Four national flames, kindled last week, were united in a cauldron at a ceremony in Stoke Mandeville - the spiritual home of the Paralympics.
A flame lit from that cauldron is being carried 92 miles from Buckinghamshire to London's Olympic Stadium.
The Queen and the Duke and Duchess of Cambridge are among those attending Wednesday's opening ceremony.
Crowds gathered in the market square in Aylesbury, Buckinghamshire, to watch the start of the relay on Tuesday night and thousands more turned out overnight to cheer on the torchbearers along the route.
Running about 90 minutes late, the flame, which is being carried by some 580 torchbearers in total, is next due to arrive at Britain's first traditional Hindu temple, the Shri Swaminarayan Mandir Temple in Brent.
It will then visit Lord's Cricket Ground, London Zoo and the Abbey Road crossing made famous by the Beatles among other famous landmarks in the capital.

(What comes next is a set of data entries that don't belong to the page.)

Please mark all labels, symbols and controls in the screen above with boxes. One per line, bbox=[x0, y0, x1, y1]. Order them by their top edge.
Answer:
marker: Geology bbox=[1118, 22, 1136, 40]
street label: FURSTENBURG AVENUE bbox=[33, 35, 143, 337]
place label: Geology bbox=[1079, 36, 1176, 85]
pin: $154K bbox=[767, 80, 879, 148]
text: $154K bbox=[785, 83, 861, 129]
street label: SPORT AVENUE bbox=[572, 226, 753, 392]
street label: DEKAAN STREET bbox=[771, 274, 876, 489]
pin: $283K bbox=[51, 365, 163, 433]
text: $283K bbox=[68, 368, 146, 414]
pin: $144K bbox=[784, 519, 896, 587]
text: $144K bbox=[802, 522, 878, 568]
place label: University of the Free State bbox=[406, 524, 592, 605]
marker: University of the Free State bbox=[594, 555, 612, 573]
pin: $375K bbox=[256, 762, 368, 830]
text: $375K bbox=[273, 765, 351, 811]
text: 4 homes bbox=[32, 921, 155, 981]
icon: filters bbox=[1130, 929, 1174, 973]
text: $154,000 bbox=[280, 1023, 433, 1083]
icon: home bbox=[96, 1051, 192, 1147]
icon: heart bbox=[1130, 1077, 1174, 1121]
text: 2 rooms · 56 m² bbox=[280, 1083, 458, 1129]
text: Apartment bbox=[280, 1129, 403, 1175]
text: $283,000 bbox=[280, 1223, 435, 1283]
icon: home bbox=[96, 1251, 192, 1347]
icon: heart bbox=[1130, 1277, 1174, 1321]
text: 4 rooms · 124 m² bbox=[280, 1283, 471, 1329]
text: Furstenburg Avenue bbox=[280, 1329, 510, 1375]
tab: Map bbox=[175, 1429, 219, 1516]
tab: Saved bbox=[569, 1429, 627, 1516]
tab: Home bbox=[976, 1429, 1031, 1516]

In Trafalgar Square later, former boxer Michael Watson, wheelchair racer Dame Tanni Grey Thompson and Paralympic swimmer Chris Holmes will carry the flame.
About 3,000 invited guests, including Paralympians, representatives from disability groups and local residents, attended Tuesday evening's ceremony at Stoke Mandeville Stadium.
Some 150 local residents took part in a lantern procession and formed a guard of honour for eight torchbearers who carried flames representing England, Scotland, Northern Ireland and Wales.
The children who were invited to take part in the procession, together with their parents, had gathered at Stoke Mandeville last week to make the lanterns out of canes, tissue paper and sticky tape.